Vuletić, M., Knežević, P., Jokić, D., Rebić, J., Žabarović, D., & Macan, D. (2014). Alveolar Bone Grafting in Cleft Patients from Bone Defect to Dental Implants. Acta stomatologica Croatica, 48(4), 250–257.
Cleft lip and palate is the most prevalent congenital craniofacial deformity, which significantly impacts various aspects of life, including aesthetics, function, psychological well-being, dental development, and facial growth. It’s evident that the known primary cause is the incomplete fusion of facial prominences during gestation’s fourth to tenth week which can be corrected with surgical intervention, known as an osteoplasty. This fundamentally includes closing cleft gaps through alveolar bone grafts using autogenic bone harvested from the iliac crest which appears to be the gold standard. Whilst this procedure addresses the alveolar defect associated with the development of the maxillary canine root, it’s only typically conducted between ages 7 and 11.
Whilst successful osteoplasty closes the cleft defect, the challenge of (congenitally) absent teeth remains, as seen in Fig 1. Despite adopting Orthodontic treatment for space closure, alternative options for tooth replacement are explored including: adhesive bridgework, tooth transplantation, and dental implants. Fundamentally, dental implants play a crucial role in supporting dental prostheses, preventing significant bone atrophy, and loading augmentation material in the cleft area.
Fig 1. Panoramic radiograph before secondary alveolar cleft bone grafting of 11-year old patient with unilateral cleft lip and palate
Even though the effectiveness of autologous bone from the iliac crest is considered the gold standard, there are certain limitations. On the other hand, bone morphogenic protein (BMP) presents itself as a promising alternative graft material, offering potential benefits such as eliminating donor site morbidity, reducing operation time and costs, and a shorter hospital stay.
The prevalence of cleft lip and palate varies among populations, with the highest incidence in specific ethnic groups. Understanding the multifactorial aetiology, including genetic and environmental factors is crucial for effective management. Furthermore, it’s evident that surgical interventions, such as primary and secondary alveolar bone grafting have evolved over time.
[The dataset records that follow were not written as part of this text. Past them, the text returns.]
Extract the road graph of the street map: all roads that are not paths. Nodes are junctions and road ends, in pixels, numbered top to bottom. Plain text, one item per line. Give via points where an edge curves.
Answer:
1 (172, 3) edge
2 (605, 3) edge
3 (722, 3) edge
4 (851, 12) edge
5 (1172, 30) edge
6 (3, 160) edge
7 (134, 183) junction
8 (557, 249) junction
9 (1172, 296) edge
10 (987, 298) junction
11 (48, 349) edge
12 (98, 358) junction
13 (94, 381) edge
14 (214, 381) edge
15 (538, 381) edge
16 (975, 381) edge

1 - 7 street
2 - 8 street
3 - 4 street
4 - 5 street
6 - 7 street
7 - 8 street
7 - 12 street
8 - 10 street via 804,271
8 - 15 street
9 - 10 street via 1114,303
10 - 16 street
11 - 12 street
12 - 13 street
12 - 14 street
Early attempts in the early 20th century paved the way for improvements in surgical techniques, with the introduction of secondary bone grafting in 1972 providing significant advancements.
Fig 2. Incision and flap elevation for secondary alveolar bone graft
Moreover, surgical procedures involve meticulous steps, such as harvesting autogenic spongy bone from the iliac crest and creating full-thickness mucoperiosteal flaps to cover cleft fissures, shown in Fig 2. The timing of grafting, whether primary or secondary, is carefully considered based on the patient’s age and dentition stage.
Subsequently, post-surgical success is often measured by the stabilisation of maxillary segments, support for tooth eruption, and overall improvement in facial morphology and growth. Dental anomalies are common in cleft patients, thus necessitating additional interventions like orthodontic treatment or, in severe cases, dental implants.
Implant and prosthodontic rehabilitation and future techniques
In comparison to orthodontics, implant and prosthodontic rehabilitation become imperative for patients with a lack of teeth post-osteoplasty (Fig 3); adhesive bridgework, tooth transplantation, and dental implants offer viable solutions as seen in Fig 4. Additionally, modern adhesive techniques and reduced caries rates contribute to the increasing popularity of adhesive bridgework. The use of dental implants, although requiring careful consideration of bone volume, presents a reliable option for patients, offering an oral-health-related quality of life similar to non-cleft individuals.
Fig 3. CT scan of patient with bilateral cleft lip and palate before osteoplasty
Fig 4. Final prosthodontic and rehabilitation with implants and crowns
In conclusion, this comprehensive review delves into the intricate aspects of cleft lip and palate, covering historical developments, surgical techniques, and the evolving landscape of implant and prosthodontic rehabilitation. The integration of innovative approaches, such as BMP and dental implants showcases the ongoing efforts to enhance outcomes and quality of life for individuals affected by this congenital deformity.